Brief: Filter the lines below, copying only those with the string "leave".

BEGIN Input material

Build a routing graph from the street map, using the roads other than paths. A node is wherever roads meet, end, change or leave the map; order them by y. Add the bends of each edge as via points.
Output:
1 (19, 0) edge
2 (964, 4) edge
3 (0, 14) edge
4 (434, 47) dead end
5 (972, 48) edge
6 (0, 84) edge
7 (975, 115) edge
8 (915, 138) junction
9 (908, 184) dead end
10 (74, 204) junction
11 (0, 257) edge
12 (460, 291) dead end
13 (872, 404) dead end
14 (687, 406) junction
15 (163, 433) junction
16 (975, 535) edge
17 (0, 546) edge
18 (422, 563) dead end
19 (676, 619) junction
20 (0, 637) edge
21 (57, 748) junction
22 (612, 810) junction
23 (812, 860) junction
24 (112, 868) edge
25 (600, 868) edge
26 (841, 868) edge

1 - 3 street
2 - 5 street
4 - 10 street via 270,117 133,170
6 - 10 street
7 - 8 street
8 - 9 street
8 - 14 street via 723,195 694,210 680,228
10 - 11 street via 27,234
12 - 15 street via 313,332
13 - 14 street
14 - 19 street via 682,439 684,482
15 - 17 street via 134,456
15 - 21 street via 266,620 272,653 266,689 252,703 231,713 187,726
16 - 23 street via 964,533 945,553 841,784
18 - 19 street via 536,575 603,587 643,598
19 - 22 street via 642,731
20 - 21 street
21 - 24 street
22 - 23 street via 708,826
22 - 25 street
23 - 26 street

END Input material
BEGIN Input material

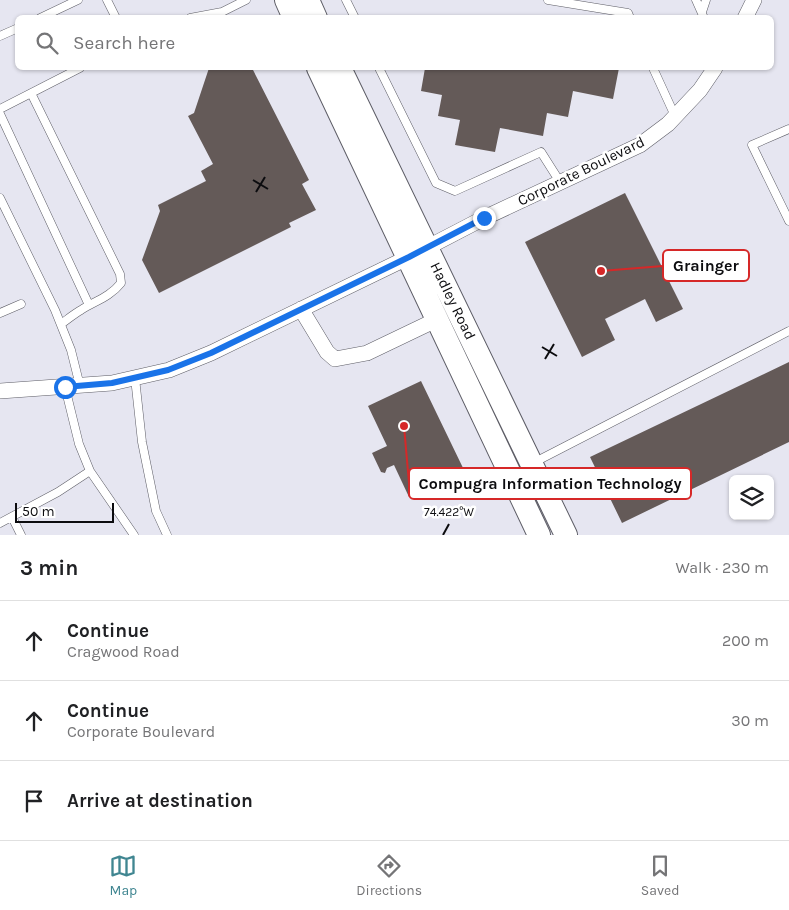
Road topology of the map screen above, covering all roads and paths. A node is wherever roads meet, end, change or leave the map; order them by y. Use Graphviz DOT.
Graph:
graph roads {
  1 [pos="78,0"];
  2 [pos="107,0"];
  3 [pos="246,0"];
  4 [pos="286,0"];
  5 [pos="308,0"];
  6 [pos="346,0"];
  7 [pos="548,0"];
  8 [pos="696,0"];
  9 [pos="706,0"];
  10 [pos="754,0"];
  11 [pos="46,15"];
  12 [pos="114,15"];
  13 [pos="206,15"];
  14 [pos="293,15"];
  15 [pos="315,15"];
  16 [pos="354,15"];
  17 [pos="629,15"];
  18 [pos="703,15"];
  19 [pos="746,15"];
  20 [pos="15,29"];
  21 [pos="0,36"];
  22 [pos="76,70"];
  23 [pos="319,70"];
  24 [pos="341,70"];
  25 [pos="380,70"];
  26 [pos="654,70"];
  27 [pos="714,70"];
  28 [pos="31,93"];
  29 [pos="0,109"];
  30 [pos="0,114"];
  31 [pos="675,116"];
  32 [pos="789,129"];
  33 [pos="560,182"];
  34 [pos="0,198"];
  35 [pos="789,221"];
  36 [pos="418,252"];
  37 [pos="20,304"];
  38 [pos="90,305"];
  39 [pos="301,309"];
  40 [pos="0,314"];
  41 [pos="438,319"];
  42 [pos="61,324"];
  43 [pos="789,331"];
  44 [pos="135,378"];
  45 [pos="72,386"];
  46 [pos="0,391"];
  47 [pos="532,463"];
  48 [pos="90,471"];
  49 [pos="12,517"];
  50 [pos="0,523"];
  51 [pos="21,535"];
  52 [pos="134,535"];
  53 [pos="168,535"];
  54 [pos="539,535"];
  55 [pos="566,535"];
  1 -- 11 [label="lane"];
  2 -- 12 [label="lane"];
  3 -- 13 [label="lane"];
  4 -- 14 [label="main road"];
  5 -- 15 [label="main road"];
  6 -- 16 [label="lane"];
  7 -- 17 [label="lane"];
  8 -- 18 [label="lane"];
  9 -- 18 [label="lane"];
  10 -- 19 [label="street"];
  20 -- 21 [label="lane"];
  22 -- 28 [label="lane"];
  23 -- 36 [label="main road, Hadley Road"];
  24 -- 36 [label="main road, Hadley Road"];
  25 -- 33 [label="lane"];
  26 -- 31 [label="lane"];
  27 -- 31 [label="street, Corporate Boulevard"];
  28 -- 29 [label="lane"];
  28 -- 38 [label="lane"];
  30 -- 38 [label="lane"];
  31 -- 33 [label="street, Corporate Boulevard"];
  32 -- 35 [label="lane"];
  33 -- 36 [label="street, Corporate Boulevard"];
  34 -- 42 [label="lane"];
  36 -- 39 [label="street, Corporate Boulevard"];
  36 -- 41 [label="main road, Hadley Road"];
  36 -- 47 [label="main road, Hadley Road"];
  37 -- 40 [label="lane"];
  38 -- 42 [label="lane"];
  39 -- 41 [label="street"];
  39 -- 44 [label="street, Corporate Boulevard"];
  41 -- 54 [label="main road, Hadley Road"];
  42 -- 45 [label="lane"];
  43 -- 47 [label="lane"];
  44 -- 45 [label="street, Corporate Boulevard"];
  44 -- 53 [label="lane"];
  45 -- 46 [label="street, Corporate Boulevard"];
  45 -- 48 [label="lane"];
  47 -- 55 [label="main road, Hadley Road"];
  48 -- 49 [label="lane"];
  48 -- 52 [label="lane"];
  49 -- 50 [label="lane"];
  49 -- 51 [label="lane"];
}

END Input material
BEGIN Input material

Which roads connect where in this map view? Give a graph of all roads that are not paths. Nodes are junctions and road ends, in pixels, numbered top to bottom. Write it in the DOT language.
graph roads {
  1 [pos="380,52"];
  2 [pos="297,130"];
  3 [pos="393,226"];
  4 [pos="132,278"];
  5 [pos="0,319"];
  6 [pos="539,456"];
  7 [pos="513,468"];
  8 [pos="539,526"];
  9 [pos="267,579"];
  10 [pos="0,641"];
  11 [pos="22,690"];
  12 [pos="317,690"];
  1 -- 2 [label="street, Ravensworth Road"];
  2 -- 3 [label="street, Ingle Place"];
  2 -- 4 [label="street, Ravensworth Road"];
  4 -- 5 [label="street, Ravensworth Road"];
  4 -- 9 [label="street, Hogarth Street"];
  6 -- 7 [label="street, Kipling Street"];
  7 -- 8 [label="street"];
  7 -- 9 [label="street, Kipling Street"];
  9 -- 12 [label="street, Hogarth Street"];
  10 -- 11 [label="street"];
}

END Input material

Solution:
Build a routing graph from the street map, using the roads other than paths. A node is wherever roads meet, end, change or leave the map; order them by y. Add the bends of each edge as via points.
Road topology of the map screen above, covering all roads and paths. A node is wherever roads meet, end, change or leave the map; order them by y. Use Graphviz DOT.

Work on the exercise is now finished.